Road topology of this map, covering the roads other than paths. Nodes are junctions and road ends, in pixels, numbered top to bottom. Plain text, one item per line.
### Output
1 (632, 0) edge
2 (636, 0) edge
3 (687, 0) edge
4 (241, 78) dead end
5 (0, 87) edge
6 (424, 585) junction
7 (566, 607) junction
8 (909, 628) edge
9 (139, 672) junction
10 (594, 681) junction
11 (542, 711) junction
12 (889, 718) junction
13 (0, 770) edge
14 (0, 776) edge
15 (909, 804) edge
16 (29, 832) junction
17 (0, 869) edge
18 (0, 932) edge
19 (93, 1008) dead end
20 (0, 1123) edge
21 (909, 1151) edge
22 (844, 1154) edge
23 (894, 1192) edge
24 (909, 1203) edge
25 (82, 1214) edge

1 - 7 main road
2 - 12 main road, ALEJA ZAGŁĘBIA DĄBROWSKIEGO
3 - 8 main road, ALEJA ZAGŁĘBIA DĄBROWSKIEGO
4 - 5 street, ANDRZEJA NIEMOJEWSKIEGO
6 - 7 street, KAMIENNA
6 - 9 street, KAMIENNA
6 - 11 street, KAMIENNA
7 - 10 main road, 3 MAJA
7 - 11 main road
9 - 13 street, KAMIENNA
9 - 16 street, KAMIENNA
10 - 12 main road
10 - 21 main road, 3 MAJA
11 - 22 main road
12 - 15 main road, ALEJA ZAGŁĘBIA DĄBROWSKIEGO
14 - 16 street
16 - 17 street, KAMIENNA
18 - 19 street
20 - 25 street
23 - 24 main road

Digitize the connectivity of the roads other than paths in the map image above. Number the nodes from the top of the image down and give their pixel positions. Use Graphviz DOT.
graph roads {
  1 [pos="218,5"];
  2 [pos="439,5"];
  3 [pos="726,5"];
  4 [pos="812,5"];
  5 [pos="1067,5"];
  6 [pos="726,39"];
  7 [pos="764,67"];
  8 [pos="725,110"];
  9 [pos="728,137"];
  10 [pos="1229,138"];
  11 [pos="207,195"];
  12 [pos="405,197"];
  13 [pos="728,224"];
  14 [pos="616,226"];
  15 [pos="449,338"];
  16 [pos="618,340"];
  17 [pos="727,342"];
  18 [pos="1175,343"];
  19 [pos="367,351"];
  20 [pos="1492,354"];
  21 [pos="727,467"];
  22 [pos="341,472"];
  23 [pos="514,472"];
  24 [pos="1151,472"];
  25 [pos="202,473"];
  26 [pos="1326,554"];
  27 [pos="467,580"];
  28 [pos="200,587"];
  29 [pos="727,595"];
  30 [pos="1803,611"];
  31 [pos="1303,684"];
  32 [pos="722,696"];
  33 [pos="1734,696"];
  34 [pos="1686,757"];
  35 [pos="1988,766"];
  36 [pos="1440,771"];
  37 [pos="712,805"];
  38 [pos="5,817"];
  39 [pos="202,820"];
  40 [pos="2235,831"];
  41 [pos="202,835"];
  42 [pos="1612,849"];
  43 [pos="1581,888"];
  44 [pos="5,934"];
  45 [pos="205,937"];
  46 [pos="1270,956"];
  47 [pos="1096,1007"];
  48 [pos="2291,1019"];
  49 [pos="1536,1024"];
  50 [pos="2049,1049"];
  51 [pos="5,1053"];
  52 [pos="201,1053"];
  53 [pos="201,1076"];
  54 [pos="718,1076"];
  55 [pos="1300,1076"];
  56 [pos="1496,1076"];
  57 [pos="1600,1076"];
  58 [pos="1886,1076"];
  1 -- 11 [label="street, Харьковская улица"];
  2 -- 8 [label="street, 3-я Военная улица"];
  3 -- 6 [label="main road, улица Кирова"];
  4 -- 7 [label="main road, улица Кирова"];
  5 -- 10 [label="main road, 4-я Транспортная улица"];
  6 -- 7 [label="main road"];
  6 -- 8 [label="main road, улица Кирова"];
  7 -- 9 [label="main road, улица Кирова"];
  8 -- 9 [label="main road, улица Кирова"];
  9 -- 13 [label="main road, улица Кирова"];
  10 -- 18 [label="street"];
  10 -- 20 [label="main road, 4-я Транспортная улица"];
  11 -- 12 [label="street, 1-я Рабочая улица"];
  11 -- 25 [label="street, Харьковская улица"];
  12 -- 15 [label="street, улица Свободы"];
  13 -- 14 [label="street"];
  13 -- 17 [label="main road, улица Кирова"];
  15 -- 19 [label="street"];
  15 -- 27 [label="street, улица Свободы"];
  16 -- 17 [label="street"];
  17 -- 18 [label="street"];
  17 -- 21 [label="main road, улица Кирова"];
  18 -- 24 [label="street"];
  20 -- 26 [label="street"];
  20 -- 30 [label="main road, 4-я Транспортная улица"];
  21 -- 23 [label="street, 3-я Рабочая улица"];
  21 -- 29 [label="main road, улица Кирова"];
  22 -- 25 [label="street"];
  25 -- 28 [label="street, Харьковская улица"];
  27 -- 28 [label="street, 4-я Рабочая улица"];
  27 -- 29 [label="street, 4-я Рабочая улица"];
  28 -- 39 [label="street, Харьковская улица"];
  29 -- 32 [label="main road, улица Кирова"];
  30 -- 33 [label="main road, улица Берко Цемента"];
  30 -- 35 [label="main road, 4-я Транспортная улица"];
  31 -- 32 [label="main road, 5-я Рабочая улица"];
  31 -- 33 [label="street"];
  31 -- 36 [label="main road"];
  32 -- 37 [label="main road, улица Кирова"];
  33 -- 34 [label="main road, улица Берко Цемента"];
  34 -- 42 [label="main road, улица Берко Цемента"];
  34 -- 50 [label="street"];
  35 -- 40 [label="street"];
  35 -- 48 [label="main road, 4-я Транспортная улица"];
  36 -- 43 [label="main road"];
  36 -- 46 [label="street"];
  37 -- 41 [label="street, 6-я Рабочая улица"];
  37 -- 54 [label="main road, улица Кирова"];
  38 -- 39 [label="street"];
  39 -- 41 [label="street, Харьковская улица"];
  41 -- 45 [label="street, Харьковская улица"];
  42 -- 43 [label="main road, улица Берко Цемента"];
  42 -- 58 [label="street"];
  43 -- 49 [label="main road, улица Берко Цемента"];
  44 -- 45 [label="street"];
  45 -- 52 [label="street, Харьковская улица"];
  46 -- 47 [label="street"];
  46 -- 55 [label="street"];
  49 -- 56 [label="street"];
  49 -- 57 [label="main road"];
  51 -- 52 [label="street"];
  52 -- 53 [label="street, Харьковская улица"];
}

- - - -

What is expected - Exactly as written above, please repeat the entries.

Answer space -
Road topology of this map, covering the roads other than paths. Nodes are junctions and road ends, in pixels, numbered top to bottom. Plain text, one item per line.
### Output
1 (632, 0) edge
2 (636, 0) edge
3 (687, 0) edge
4 (241, 78) dead end
5 (0, 87) edge
6 (424, 585) junction
7 (566, 607) junction
8 (909, 628) edge
9 (139, 672) junction
10 (594, 681) junction
11 (542, 711) junction
12 (889, 718) junction
13 (0, 770) edge
14 (0, 776) edge
15 (909, 804) edge
16 (29, 832) junction
17 (0, 869) edge
18 (0, 932) edge
19 (93, 1008) dead end
20 (0, 1123) edge
21 (909, 1151) edge
22 (844, 1154) edge
23 (894, 1192) edge
24 (909, 1203) edge
25 (82, 1214) edge

1 - 7 main road
2 - 12 main road, ALEJA ZAGŁĘBIA DĄBROWSKIEGO
3 - 8 main road, ALEJA ZAGŁĘBIA DĄBROWSKIEGO
4 - 5 street, ANDRZEJA NIEMOJEWSKIEGO
6 - 7 street, KAMIENNA
6 - 9 street, KAMIENNA
6 - 11 street, KAMIENNA
7 - 10 main road, 3 MAJA
7 - 11 main road
9 - 13 street, KAMIENNA
9 - 16 street, KAMIENNA
10 - 12 main road
10 - 21 main road, 3 MAJA
11 - 22 main road
12 - 15 main road, ALEJA ZAGŁĘBIA DĄBROWSKIEGO
14 - 16 street
16 - 17 street, KAMIENNA
18 - 19 street
20 - 25 street
23 - 24 main road

Digitize the connectivity of the roads other than paths in the map image above. Number the nodes from the top of the image down and give their pixel positions. Use Graphviz DOT.
graph roads {
  1 [pos="218,5"];
  2 [pos="439,5"];
  3 [pos="726,5"];
  4 [pos="812,5"];
  5 [pos="1067,5"];
  6 [pos="726,39"];
  7 [pos="764,67"];
  8 [pos="725,110"];
  9 [pos="728,137"];
  10 [pos="1229,138"];
  11 [pos="207,195"];
  12 [pos="405,197"];
  13 [pos="728,224"];
  14 [pos="616,226"];
  15 [pos="449,338"];
  16 [pos="618,340"];
  17 [pos="727,342"];
  18 [pos="1175,343"];
  19 [pos="367,351"];
  20 [pos="1492,354"];
  21 [pos="727,467"];
  22 [pos="341,472"];
  23 [pos="514,472"];
  24 [pos="1151,472"];
  25 [pos="202,473"];
  26 [pos="1326,554"];
  27 [pos="467,580"];
  28 [pos="200,587"];
  29 [pos="727,595"];
  30 [pos="1803,611"];
  31 [pos="1303,684"];
  32 [pos="722,696"];
  33 [pos="1734,696"];
  34 [pos="1686,757"];
  35 [pos="1988,766"];
  36 [pos="1440,771"];
  37 [pos="712,805"];
  38 [pos="5,817"];
  39 [pos="202,820"];
  40 [pos="2235,831"];
  41 [pos="202,835"];
  42 [pos="1612,849"];
  43 [pos="1581,888"];
  44 [pos="5,934"];
  45 [pos="205,937"];
  46 [pos="1270,956"];
  47 [pos="1096,1007"];
  48 [pos="2291,1019"];
  49 [pos="1536,1024"];
  50 [pos="2049,1049"];
  51 [pos="5,1053"];
  52 [pos="201,1053"];
  53 [pos="201,1076"];
  54 [pos="718,1076"];
  55 [pos="1300,1076"];
  56 [pos="1496,1076"];
  57 [pos="1600,1076"];
  58 [pos="1886,1076"];
  1 -- 11 [label="street, Харьковская улица"];
  2 -- 8 [label="street, 3-я Военная улица"];
  3 -- 6 [label="main road, улица Кирова"];
  4 -- 7 [label="main road, улица Кирова"];
  5 -- 10 [label="main road, 4-я Транспортная улица"];
  6 -- 7 [label="main road"];
  6 -- 8 [label="main road, улица Кирова"];
  7 -- 9 [label="main road, улица Кирова"];
  8 -- 9 [label="main road, улица Кирова"];
  9 -- 13 [label="main road, улица Кирова"];
  10 -- 18 [label="street"];
  10 -- 20 [label="main road, 4-я Транспортная улица"];
  11 -- 12 [label="street, 1-я Рабочая улица"];
  11 -- 25 [label="street, Харьковская улица"];
  12 -- 15 [label="street, улица Свободы"];
  13 -- 14 [label="street"];
  13 -- 17 [label="main road, улица Кирова"];
  15 -- 19 [label="street"];
  15 -- 27 [label="street, улица Свободы"];
  16 -- 17 [label="street"];
  17 -- 18 [label="street"];
  17 -- 21 [label="main road, улица Кирова"];
  18 -- 24 [label="street"];
  20 -- 26 [label="street"];
  20 -- 30 [label="main road, 4-я Транспортная улица"];
  21 -- 23 [label="street, 3-я Рабочая улица"];
  21 -- 29 [label="main road, улица Кирова"];
  22 -- 25 [label="street"];
  25 -- 28 [label="street, Харьковская улица"];
  27 -- 28 [label="street, 4-я Рабочая улица"];
  27 -- 29 [label="street, 4-я Рабочая улица"];
  28 -- 39 [label="street, Харьковская улица"];
  29 -- 32 [label="main road, улица Кирова"];
  30 -- 33 [label="main road, улица Берко Цемента"];
  30 -- 35 [label="main road, 4-я Транспортная улица"];
  31 -- 32 [label="main road, 5-я Рабочая улица"];
  31 -- 33 [label="street"];
  31 -- 36 [label="main road"];
  32 -- 37 [label="main road, улица Кирова"];
  33 -- 34 [label="main road, улица Берко Цемента"];
  34 -- 42 [label="main road, улица Берко Цемента"];
  34 -- 50 [label="street"];
  35 -- 40 [label="street"];
  35 -- 48 [label="main road, 4-я Транспортная улица"];
  36 -- 43 [label="main road"];
  36 -- 46 [label="street"];
  37 -- 41 [label="street, 6-я Рабочая улица"];
  37 -- 54 [label="main road, улица Кирова"];
  38 -- 39 [label="street"];
  39 -- 41 [label="street, Харьковская улица"];
  41 -- 45 [label="street, Харьковская улица"];
  42 -- 43 [label="main road, улица Берко Цемента"];
  42 -- 58 [label="street"];
  43 -- 49 [label="main road, улица Берко Цемента"];
  44 -- 45 [label="street"];
  45 -- 52 [label="street, Харьковская улица"];
  46 -- 47 [label="street"];
  46 -- 55 [label="street"];
  49 -- 56 [label="street"];
  49 -- 57 [label="main road"];
  51 -- 52 [label="street"];
  52 -- 53 [label="street, Харьковская улица"];
}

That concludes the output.